## [Exercise]
Whatever appears in the records, write it out again exactly.

## [Excerpted data]
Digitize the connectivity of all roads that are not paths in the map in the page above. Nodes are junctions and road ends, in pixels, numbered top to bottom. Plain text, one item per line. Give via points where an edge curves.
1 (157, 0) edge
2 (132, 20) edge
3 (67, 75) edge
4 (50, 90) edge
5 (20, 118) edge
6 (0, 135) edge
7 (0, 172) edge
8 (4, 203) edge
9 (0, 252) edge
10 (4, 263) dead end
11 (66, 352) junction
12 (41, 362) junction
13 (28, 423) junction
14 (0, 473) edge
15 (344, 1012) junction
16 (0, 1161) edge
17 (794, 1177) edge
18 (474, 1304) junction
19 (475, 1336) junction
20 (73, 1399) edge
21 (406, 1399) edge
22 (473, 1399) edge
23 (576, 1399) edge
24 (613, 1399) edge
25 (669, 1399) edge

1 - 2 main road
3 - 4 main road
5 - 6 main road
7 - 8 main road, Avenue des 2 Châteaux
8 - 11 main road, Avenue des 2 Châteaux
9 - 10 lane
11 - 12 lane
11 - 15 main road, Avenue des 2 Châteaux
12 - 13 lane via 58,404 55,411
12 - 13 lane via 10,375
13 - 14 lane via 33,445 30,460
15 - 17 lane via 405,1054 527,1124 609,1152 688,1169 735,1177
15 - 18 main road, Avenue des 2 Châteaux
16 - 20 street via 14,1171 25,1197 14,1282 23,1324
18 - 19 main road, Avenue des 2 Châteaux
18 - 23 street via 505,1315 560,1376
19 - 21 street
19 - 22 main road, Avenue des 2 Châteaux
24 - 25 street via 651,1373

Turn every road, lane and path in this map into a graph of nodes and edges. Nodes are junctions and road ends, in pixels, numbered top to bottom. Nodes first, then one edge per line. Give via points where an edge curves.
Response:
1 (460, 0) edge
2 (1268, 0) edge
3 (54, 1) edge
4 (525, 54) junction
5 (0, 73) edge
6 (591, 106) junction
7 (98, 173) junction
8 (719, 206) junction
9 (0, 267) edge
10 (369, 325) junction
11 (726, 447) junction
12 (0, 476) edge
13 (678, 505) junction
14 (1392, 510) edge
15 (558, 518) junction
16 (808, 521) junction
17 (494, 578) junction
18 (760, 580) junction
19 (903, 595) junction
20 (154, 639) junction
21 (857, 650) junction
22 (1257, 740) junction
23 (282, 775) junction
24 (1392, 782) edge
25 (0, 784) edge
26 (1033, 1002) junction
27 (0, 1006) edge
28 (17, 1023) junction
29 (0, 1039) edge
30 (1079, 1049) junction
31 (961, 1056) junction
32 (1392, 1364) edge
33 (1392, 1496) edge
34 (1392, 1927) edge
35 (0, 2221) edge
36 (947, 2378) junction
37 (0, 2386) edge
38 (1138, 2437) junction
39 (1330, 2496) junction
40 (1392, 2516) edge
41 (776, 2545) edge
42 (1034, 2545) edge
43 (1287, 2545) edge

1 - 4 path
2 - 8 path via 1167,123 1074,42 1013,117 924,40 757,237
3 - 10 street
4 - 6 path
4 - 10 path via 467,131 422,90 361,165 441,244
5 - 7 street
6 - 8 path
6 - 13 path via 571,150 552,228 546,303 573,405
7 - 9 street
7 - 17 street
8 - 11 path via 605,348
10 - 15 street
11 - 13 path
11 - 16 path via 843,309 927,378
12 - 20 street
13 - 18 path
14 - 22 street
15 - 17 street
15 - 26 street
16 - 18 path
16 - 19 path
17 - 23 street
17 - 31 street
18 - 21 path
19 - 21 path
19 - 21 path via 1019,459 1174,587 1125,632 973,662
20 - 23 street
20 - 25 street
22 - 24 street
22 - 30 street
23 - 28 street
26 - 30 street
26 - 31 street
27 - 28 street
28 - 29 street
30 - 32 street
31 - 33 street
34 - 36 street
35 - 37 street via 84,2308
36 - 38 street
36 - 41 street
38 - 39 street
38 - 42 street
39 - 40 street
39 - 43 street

## [Written reply]
Digitize the connectivity of all roads that are not paths in the map in the page above. Nodes are junctions and road ends, in pixels, numbered top to bottom. Plain text, one item per line. Give via points where an edge curves.
1 (157, 0) edge
2 (132, 20) edge
3 (67, 75) edge
4 (50, 90) edge
5 (20, 118) edge
6 (0, 135) edge
7 (0, 172) edge
8 (4, 203) edge
9 (0, 252) edge
10 (4, 263) dead end
11 (66, 352) junction
12 (41, 362) junction
13 (28, 423) junction
14 (0, 473) edge
15 (344, 1012) junction
16 (0, 1161) edge
17 (794, 1177) edge
18 (474, 1304) junction
19 (475, 1336) junction
20 (73, 1399) edge
21 (406, 1399) edge
22 (473, 1399) edge
23 (576, 1399) edge
24 (613, 1399) edge
25 (669, 1399) edge

1 - 2 main road
3 - 4 main road
5 - 6 main road
7 - 8 main road, Avenue des 2 Châteaux
8 - 11 main road, Avenue des 2 Châteaux
9 - 10 lane
11 - 12 lane
11 - 15 main road, Avenue des 2 Châteaux
12 - 13 lane via 58,404 55,411
12 - 13 lane via 10,375
13 - 14 lane via 33,445 30,460
15 - 17 lane via 405,1054 527,1124 609,1152 688,1169 735,1177
15 - 18 main road, Avenue des 2 Châteaux
16 - 20 street via 14,1171 25,1197 14,1282 23,1324
18 - 19 main road, Avenue des 2 Châteaux
18 - 23 street via 505,1315 560,1376
19 - 21 street
19 - 22 main road, Avenue des 2 Châteaux
24 - 25 street via 651,1373

Turn every road, lane and path in this map into a graph of nodes and edges. Nodes are junctions and road ends, in pixels, numbered top to bottom. Nodes first, then one edge per line. Give via points where an edge curves.
Response:
1 (460, 0) edge
2 (1268, 0) edge
3 (54, 1) edge
4 (525, 54) junction
5 (0, 73) edge
6 (591, 106) junction
7 (98, 173) junction
8 (719, 206) junction
9 (0, 267) edge
10 (369, 325) junction
11 (726, 447) junction
12 (0, 476) edge
13 (678, 505) junction
14 (1392, 510) edge
15 (558, 518) junction
16 (808, 521) junction
17 (494, 578) junction
18 (760, 580) junction
19 (903, 595) junction
20 (154, 639) junction
21 (857, 650) junction
22 (1257, 740) junction
23 (282, 775) junction
24 (1392, 782) edge
25 (0, 784) edge
26 (1033, 1002) junction
27 (0, 1006) edge
28 (17, 1023) junction
29 (0, 1039) edge
30 (1079, 1049) junction
31 (961, 1056) junction
32 (1392, 1364) edge
33 (1392, 1496) edge
34 (1392, 1927) edge
35 (0, 2221) edge
36 (947, 2378) junction
37 (0, 2386) edge
38 (1138, 2437) junction
39 (1330, 2496) junction
40 (1392, 2516) edge
41 (776, 2545) edge
42 (1034, 2545) edge
43 (1287, 2545) edge

1 - 4 path
2 - 8 path via 1167,123 1074,42 1013,117 924,40 757,237
3 - 10 street
4 - 6 path
4 - 10 path via 467,131 422,90 361,165 441,244
5 - 7 street
6 - 8 path
6 - 13 path via 571,150 552,228 546,303 573,405
7 - 9 street
7 - 17 street
8 - 11 path via 605,348
10 - 15 street
11 - 13 path
11 - 16 path via 843,309 927,378
12 - 20 street
13 - 18 path
14 - 22 street
15 - 17 street
15 - 26 street
16 - 18 path
16 - 19 path
17 - 23 street
17 - 31 street
18 - 21 path
19 - 21 path
19 - 21 path via 1019,459 1174,587 1125,632 973,662
20 - 23 street
20 - 25 street
22 - 24 street
22 - 30 street
23 - 28 street
26 - 30 street
26 - 31 street
27 - 28 street
28 - 29 street
30 - 32 street
31 - 33 street
34 - 36 street
35 - 37 street via 84,2308
36 - 38 street
36 - 41 street
38 - 39 street
38 - 42 street
39 - 40 street
39 - 43 street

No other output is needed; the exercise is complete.